*Task directions*:
The output should be limited to the line holding "middle mcp: (646, 339)" and the lines after it through the end of the entries, each restated exactly.

*Supplied entries*:
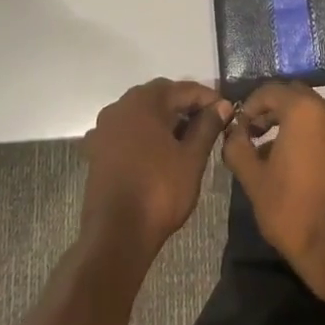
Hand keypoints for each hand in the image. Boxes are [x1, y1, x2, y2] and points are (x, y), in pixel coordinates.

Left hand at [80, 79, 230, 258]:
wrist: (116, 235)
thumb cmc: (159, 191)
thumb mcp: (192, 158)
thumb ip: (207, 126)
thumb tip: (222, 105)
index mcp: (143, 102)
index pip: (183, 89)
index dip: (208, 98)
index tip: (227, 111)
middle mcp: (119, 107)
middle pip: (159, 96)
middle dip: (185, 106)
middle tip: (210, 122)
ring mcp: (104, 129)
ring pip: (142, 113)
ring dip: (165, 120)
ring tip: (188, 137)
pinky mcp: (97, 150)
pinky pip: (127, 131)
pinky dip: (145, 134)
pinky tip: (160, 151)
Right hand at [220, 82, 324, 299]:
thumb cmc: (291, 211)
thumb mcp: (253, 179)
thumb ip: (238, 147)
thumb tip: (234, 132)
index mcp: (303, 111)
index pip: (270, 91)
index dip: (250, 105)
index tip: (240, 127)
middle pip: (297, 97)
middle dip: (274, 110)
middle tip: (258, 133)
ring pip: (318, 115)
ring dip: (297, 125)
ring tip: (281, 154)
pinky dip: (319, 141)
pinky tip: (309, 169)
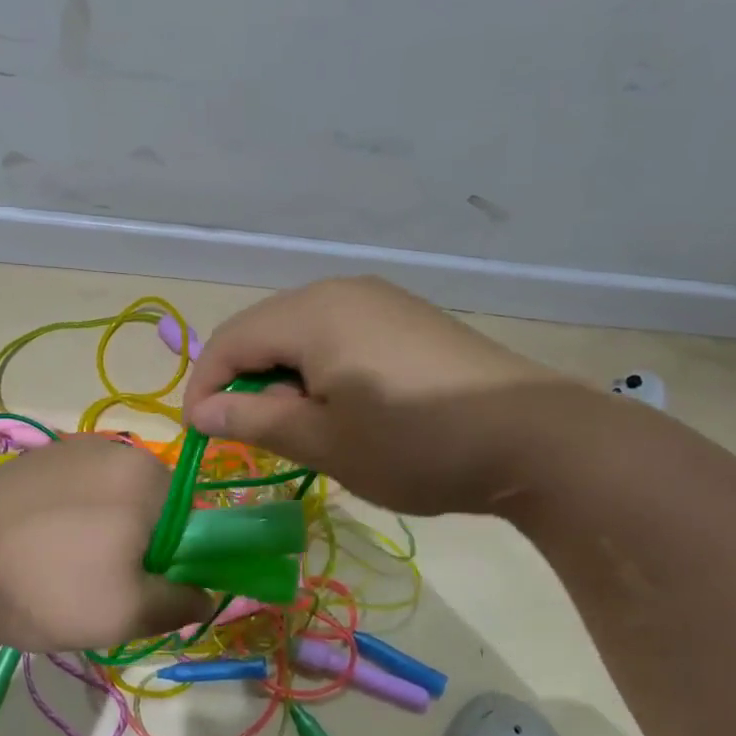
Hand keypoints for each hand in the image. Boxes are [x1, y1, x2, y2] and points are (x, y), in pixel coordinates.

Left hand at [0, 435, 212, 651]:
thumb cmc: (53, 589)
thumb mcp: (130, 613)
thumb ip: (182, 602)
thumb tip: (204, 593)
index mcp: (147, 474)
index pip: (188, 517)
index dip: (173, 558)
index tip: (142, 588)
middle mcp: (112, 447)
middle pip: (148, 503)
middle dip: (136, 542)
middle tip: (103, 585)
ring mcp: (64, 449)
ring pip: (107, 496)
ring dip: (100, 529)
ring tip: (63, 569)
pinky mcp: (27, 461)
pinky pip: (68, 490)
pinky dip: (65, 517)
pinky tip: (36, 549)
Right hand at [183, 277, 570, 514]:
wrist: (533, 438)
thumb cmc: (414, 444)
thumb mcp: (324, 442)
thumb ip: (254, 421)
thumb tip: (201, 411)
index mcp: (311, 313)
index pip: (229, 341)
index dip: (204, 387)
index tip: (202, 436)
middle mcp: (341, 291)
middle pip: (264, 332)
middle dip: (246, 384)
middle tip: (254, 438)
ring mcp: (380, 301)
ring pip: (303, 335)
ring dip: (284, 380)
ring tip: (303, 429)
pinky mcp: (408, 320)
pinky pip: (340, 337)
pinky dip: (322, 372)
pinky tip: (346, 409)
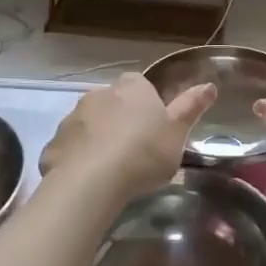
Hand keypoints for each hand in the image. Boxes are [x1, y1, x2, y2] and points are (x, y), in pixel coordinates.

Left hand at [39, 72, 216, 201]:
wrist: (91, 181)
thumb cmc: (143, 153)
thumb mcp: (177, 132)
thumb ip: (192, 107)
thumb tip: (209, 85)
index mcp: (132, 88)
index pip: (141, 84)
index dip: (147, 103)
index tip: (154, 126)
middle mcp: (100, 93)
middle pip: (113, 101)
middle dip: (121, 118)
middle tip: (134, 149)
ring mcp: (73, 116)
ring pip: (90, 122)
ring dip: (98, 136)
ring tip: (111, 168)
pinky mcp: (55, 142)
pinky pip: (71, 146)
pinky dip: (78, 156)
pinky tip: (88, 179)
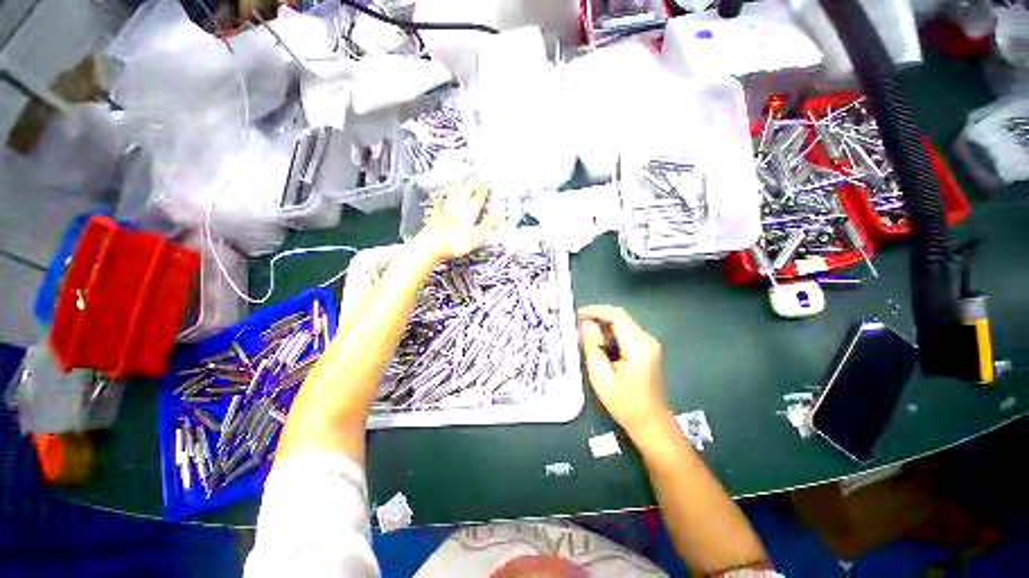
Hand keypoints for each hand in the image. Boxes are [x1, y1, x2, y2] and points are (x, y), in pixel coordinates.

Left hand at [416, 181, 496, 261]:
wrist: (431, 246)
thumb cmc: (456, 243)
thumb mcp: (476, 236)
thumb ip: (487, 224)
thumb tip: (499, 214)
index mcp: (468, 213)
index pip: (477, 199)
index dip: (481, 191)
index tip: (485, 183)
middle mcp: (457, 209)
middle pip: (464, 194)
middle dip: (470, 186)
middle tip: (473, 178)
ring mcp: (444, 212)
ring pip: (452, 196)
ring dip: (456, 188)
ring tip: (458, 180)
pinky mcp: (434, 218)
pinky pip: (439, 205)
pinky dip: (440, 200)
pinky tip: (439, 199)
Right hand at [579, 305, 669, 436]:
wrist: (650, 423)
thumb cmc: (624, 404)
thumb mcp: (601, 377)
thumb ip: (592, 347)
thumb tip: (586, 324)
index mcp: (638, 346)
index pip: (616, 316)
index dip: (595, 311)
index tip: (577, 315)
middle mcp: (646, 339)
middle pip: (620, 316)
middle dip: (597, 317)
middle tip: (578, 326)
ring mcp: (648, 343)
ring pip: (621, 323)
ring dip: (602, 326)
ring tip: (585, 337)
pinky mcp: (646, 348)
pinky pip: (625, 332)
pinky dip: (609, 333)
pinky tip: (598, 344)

*Output below*:
middle mcp: (646, 339)
middle pip: (620, 316)
middle dip: (597, 317)
middle tip: (578, 326)
ring mcp: (648, 343)
ring pip: (621, 323)
ring dip: (602, 326)
ring tip: (585, 337)
pinky mcp: (646, 348)
pinky pip: (625, 332)
pinky dip: (609, 333)
pinky tip: (598, 344)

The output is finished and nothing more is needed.